È importante dire che oggigiorno la lettura attenta dell’emocromo è sempre meno diffusa, e questo per due motivi:
1. sempre meno medici dedicano del tempo alla lettura dell’emocromo;
2. sempre meno medici sanno leggere l’emocromo in maniera approfondita.
Per avere misurazioni più precise e affidabili circa lo stato infiammatorio bisogna considerare una diagnostica più sofisticata, come il rilevamento ematico di alcune specifiche citochine.
Le citochine sono mediatori che fungono da segnali di comunicazione fra le cellule del sistema immunitario e tra queste e i diversi organi e tessuti.
Alcune citochine hanno un effetto pro-infiammatorio, come l’IL-6 (interleuchina 6), la più citata in letteratura.
L’IL-6 viene prodotta da cellule del sistema immunitario ed è un marcatore della sua attivazione perché aumenta in presenza di infiammazione.
Anche in questo caso i suoi livelli spesso sono associati a varie malattie (autoimmuni, cardiovascolari, tumori) e spesso viene misurata in pazienti con diabete e altri fattori di rischio cardiovascolare.
Oltre all’IL-6 si possono misurare i livelli plasmatici di altre citochine infiammatorie, come il TNF e la IL-1β.
Trattandosi però di misurazioni molto costose, esse non trovano un utilizzo frequente nella pratica clinica.

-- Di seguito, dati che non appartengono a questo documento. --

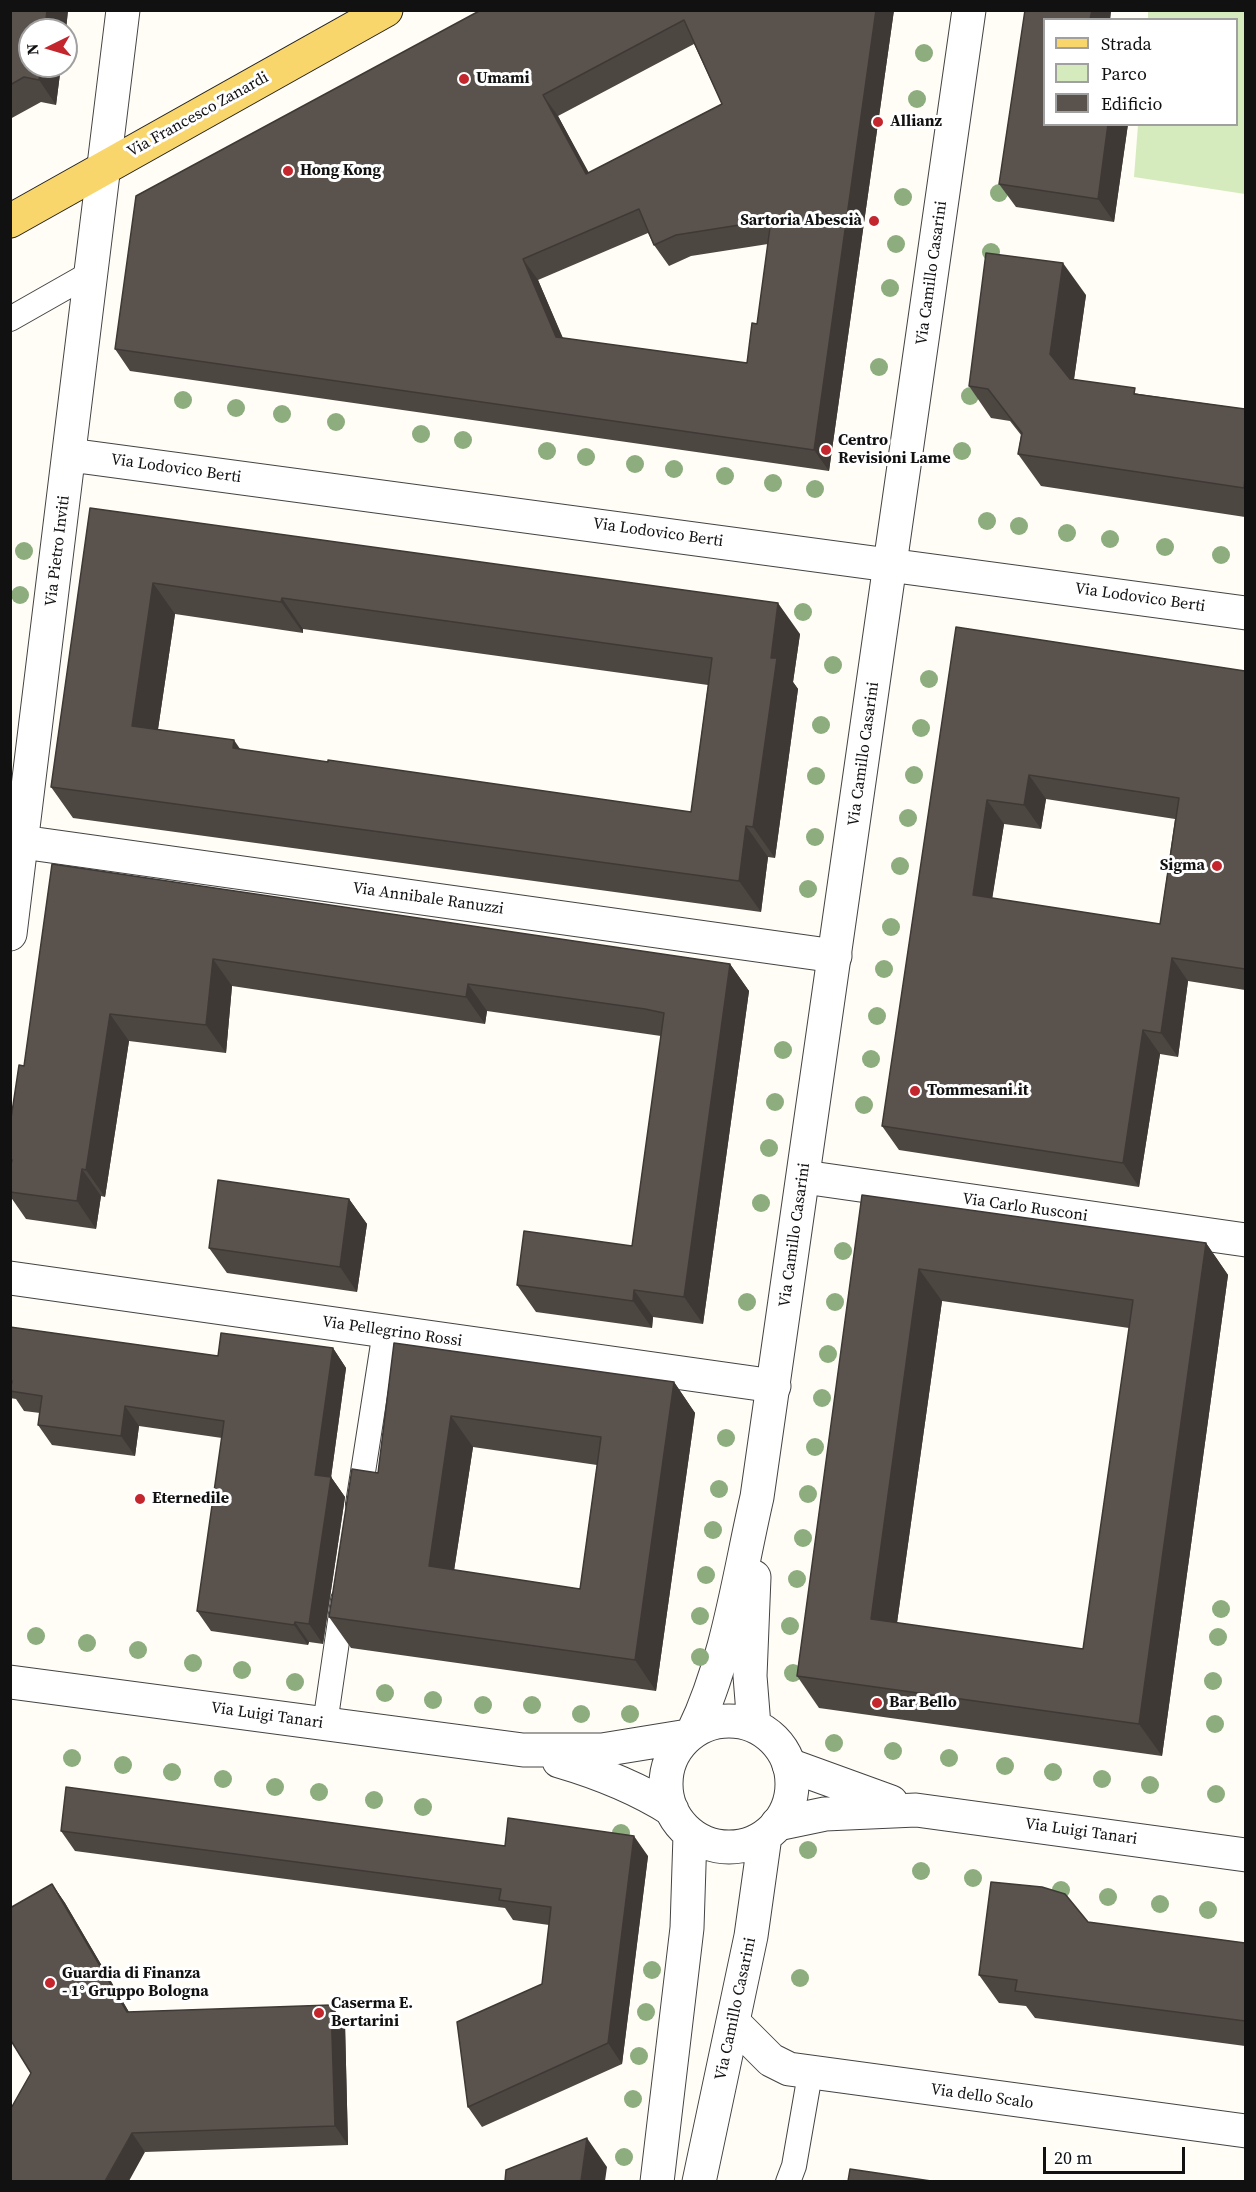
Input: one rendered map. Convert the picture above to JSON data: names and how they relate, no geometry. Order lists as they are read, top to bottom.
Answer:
{
  "streets": {
    "main road": ["Via Francesco Zanardi"],
    "street": [
      "Via Camillo Casarini",
      "Via Lodovico Berti",
      "Via Pietro Inviti",
      "Via Annibale Ranuzzi",
      "Via Carlo Rusconi",
      "Via Pellegrino Rossi",
      "Via Luigi Tanari",
      "Via dello Scalo"
    ]
  },
  "crossings": [
    ["Via Francesco Zanardi", "Via Pietro Inviti"],
    ["Via Camillo Casarini", "Via Lodovico Berti"],
    ["Via Camillo Casarini", "Via Annibale Ranuzzi"],
    ["Via Camillo Casarini", "Via Carlo Rusconi"],
    ["Via Camillo Casarini", "Via Pellegrino Rossi"],
    ["Via Camillo Casarini", "Via Luigi Tanari"],
    ["Via Camillo Casarini", "Via dello Scalo"],
    ["Via Lodovico Berti", "Via Pietro Inviti"],
    ["Via Pietro Inviti", "Via Annibale Ranuzzi"]
  ],
  "places": [
    "Umami",
    "Allianz",
    "Hong Kong",
    "Sartoria Abescià",
    "Centro Revisioni Lame",
    "Sigma",
    "Tommesani.it",
    "Eternedile",
    "Bar Bello",
    "Guardia di Finanza - 1° Gruppo Bologna",
    "Caserma E. Bertarini"
  ],
  "legend": ["Strada", "Parco", "Edificio"],
  "scale_bar": "20 m",
  "north": "left"
}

Da considerare anche la recente introduzione di test che misurano i livelli salivari di queste citochine, ma ad oggi, mancano ancora dati da studi clinici su casistiche importanti.
Oggi è possibile considerare l’indagine genetica attraverso la ricerca di specifici polimorfismi genetici.
È possibile ricercare quelli che codificano, per esempio, per la già citata IL-6, per l’IL-10, il TNF e la IL-1β.
Io ad esempio utilizzo spesso questa metodica di ricerca per i miei pazienti e penso che nel prossimo futuro potrebbero diventare esami di routine.
Inoltre, la ricerca dei polimorfismi genetici rappresenta l’esame più indicato in un contesto di prevenzione primaria.
Come si può vedere, non esistono dei veri e propri esami biochimici specifici che ci permettono di
diagnosticare con certezza un quadro di infiammazione sistemica cronica di basso grado.
In questo caso, sarà importante incrociare i dati anamnestici con la ricerca di opportuni markers.
Ovviamente un medico esperto, disponendo di tutti questi dati, potrà porre una diagnosi con un elevato grado di accuratezza e indicare la terapia più opportuna per quello specifico caso clinico.